> [Goal of the exercise]: Starting with the first line and ending with the last, transcribe the data exactly.

> [The input]:

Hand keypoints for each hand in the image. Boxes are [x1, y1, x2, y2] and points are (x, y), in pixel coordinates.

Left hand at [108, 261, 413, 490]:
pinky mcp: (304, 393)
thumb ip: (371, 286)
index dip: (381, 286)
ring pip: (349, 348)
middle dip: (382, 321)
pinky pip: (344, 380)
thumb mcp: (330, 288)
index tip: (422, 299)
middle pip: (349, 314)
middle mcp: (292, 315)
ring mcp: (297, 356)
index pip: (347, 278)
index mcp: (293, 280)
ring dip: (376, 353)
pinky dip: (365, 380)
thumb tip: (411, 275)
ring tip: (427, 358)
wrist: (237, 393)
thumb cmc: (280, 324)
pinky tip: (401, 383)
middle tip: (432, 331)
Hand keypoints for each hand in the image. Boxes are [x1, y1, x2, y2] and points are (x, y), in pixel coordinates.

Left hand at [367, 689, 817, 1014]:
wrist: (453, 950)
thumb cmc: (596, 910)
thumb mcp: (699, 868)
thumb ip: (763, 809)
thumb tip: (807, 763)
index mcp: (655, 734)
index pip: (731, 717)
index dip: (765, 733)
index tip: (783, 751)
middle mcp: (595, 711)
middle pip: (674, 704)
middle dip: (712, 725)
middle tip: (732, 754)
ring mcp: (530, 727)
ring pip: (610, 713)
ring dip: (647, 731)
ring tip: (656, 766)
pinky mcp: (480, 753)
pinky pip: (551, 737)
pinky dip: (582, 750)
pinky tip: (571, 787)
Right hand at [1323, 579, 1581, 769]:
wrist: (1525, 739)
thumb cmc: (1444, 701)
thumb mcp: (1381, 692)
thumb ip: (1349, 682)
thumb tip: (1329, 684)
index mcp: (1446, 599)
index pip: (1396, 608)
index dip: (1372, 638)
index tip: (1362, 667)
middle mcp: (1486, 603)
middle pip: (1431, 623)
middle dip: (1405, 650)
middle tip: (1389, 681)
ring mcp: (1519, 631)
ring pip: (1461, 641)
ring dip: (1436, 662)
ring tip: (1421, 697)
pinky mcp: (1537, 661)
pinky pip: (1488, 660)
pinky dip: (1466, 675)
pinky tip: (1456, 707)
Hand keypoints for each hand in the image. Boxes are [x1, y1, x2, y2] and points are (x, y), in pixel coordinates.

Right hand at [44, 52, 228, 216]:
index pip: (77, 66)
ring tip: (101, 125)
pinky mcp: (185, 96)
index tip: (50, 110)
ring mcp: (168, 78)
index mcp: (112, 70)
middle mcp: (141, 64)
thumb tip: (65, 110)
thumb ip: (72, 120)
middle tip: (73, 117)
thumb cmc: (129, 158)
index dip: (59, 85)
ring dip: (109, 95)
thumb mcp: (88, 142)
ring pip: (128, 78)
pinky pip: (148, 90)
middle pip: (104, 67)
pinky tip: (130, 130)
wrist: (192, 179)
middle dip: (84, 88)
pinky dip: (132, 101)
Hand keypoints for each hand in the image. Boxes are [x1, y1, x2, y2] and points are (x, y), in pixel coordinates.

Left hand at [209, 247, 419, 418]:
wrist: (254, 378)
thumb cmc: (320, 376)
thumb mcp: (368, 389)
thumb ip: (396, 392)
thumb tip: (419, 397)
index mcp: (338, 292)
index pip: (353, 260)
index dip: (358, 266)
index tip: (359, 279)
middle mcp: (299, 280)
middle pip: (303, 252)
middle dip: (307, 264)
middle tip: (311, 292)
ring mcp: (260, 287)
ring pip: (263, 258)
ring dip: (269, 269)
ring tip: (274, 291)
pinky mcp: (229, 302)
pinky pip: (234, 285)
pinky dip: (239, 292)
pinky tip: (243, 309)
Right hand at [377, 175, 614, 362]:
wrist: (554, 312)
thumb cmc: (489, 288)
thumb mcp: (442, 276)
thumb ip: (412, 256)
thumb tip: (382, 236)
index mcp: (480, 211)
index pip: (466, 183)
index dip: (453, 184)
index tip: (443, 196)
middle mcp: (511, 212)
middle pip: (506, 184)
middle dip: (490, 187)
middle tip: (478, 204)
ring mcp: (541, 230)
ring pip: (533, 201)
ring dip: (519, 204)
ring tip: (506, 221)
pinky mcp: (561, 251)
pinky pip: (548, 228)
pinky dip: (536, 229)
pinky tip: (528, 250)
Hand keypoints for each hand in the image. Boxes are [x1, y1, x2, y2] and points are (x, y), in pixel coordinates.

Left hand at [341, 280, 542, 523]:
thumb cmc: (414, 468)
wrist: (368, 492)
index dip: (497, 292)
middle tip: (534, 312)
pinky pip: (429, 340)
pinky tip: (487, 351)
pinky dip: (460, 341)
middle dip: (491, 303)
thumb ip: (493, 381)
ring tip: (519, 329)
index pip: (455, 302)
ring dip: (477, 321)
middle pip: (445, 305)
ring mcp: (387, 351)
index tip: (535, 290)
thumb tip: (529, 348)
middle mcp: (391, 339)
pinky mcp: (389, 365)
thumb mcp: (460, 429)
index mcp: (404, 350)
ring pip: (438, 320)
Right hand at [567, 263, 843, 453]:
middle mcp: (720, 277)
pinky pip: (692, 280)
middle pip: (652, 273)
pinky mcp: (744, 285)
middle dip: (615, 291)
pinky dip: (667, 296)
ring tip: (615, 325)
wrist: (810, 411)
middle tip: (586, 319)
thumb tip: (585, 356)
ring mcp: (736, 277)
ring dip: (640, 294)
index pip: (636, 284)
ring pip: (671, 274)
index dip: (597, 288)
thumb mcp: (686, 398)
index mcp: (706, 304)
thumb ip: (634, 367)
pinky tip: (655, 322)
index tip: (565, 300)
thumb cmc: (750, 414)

> [Written response]:
Hand keypoints for each hand in the image. Boxes are [x1, y1, x2, y2] and points are (x, y), in pixel coordinates.

Left hand at [108, 261, 413, 490]:
pinky mcp: (304, 393)
thumb ip: (371, 286)
index dip: (381, 286)
ring pip: (349, 348)
middle dip: (382, 321)
pinky pip: (344, 380)
thumb mcp: (330, 288)
index tip: (422, 299)
middle pip: (349, 314)
middle mcp: (292, 315)
ring mcp: (297, 356)
index pip: (347, 278)
index mcp: (293, 280)
ring dip: (376, 353)
pinky dip: (365, 380)
thumb tip: (411, 275)
ring tip: (427, 358)
wrist: (237, 393)
thumb cmc: (280, 324)
pinky tip: (401, 383)
middle tip: (432, 331)
Hand keypoints for each hand in the image. Boxes are [x1, y1, x2, y2] and points are (x, y), in pixel coordinates.

Left hand at [367, 689, 817, 1014]:
wrist: (453, 950)
thumb cmc: (596, 910)
thumb mcp: (699, 868)
thumb ip: (763, 809)
thumb tip: (807, 763)
index mcp: (655, 734)
index pip: (731, 717)
index dip: (765, 733)
index tip: (783, 751)
middle mcp: (595, 711)
middle pip: (674, 704)
middle dip: (712, 725)
middle tip: (732, 754)
ring mcp: (530, 727)
ring pip: (610, 713)
ring dip: (647, 731)
ring tip: (656, 766)
pinky mcp: (480, 753)
pinky pip: (551, 737)
pinky dip: (582, 750)
pinky tip: (571, 787)
Right hand at [1323, 579, 1581, 769]:
wrist: (1525, 739)
thumb cmc: (1444, 701)
thumb mcp: (1381, 692)
thumb ip: (1349, 682)
thumb tip: (1329, 684)
index mcp: (1446, 599)
index pip: (1396, 608)
index dip: (1372, 638)
index tip: (1362, 667)
middle mcp: (1486, 603)
middle pip: (1431, 623)
middle dip: (1405, 650)
middle tip: (1389, 681)
ring mcp: (1519, 631)
ring pip: (1461, 641)
ring dip: (1436, 662)
ring tip: (1421, 697)
pinky mcp: (1537, 661)
pinky pip: (1488, 660)
pinky dip: (1466, 675)
pinky tip: (1456, 707)
Hand keypoints for each hand in the image. Boxes are [x1, y1, x2, y2] and points are (x, y), in pixel coordinates.

Right hand at [44, 52, 228, 216]:
index pip: (77, 66)
ring tip: (101, 125)
pinky mcp: (185, 96)
index tip: (50, 110)
ring mcp: (168, 78)
index mcp: (112, 70)
middle mcp: (141, 64)
thumb tip: (65, 110)
thumb ip: (72, 120)
middle tip: (73, 117)
thumb cmc: (129, 158)
index dip: (59, 85)
ring dip: (109, 95)
thumb mcp: (88, 142)
ring pip: (128, 78)
pinky pip: (148, 90)
middle pip: (104, 67)
pinky tip: (130, 130)
wrist: (192, 179)
middle dip: (84, 88)
pinky dip: (132, 101)
Hand keypoints for each hand in the image. Boxes are [x1, y1, x2, y2] and points are (x, y), in pixel coordinates.

Left hand at [209, 247, 419, 418]:
wrist: (254, 378)
thumb cmc: (320, 376)
thumb mcp: (368, 389)
thumb ip: (396, 392)
thumb tip: (419, 397)
index mcp: (338, 292)
index pip: (353, 260)
index dip: (358, 266)
index tip: (359, 279)
middle mcp: (299, 280)
middle pip: (303, 252)
middle dip: (307, 264)
middle tip: (311, 292)
ring mcp: (260, 287)
ring pip: (263, 258)
ring dip: (269, 269)
ring tip: (274, 291)
pinky mcp: (229, 302)
pinky pip: (234, 285)
pinky dip: (239, 292)
pinky tip: (243, 309)
Right hand at [377, 175, 614, 362]:
wrist: (554, 312)
thumb cmc: (489, 288)
thumb mcp: (442, 276)
thumb ip: (412, 256)
thumb tip: (382, 236)
index mcp: (480, 211)
index pip: (466, 183)
index dip: (453, 184)
index tip: (443, 196)
middle mcp: (511, 212)
middle pip: (506, 184)
middle dip: (490, 187)
middle tip: (478, 204)
ring mcp: (541, 230)
ring pip: (533, 201)
ring dip: (519, 204)
ring tip: (506, 221)
pinky mcp: (561, 251)
pinky pip: (548, 228)
pinky dip: (536, 229)
pinky tip: (528, 250)
Hand keypoints for each hand in the image. Boxes are [x1, y1, x2, y2] and points are (x, y), in pixel coordinates.

Left hand at [341, 280, 542, 523]:
thumb cmc: (414, 468)
wrist: (368, 492)
index dip: (497, 292)
middle tip: (534, 312)
pinky pip: (429, 340)
pinky tip: (487, 351)
pinky dip: (460, 341)
middle dip: (491, 303)
thumb ip: (493, 381)
ring tip: (519, 329)
index pip: (455, 302)
ring dip: (477, 321)
middle pip: (445, 305)
ring mcp: (387, 351)
index tip: (535, 290)
thumb tip: (529, 348)
middle mcp: (391, 339)
pinky mcp: (389, 365)
thumb mcp: (460, 429)
index mcp: (404, 350)
ring pip: (438, 320)
Right hand at [567, 263, 843, 453]:
middle mcp: (720, 277)
pinky pip: (692, 280)
middle pip: (652, 273)
pinky mcp: (744, 285)
middle dip: (615, 291)
pinky dip: (667, 296)
ring tip: (615, 325)
wrist: (810, 411)
middle tip: (586, 319)
thumb tip: (585, 356)
ring mcp: (736, 277)
ring dip: (640, 294)
index pip: (636, 284)
ring pip: (671, 274)
index dip: (597, 288)
thumb mcp: (686, 398)
index mcp: (706, 304)
thumb ip: (634, 367)
pinky tip: (655, 322)
index tip: (565, 300)
thumb cmc: (750, 414)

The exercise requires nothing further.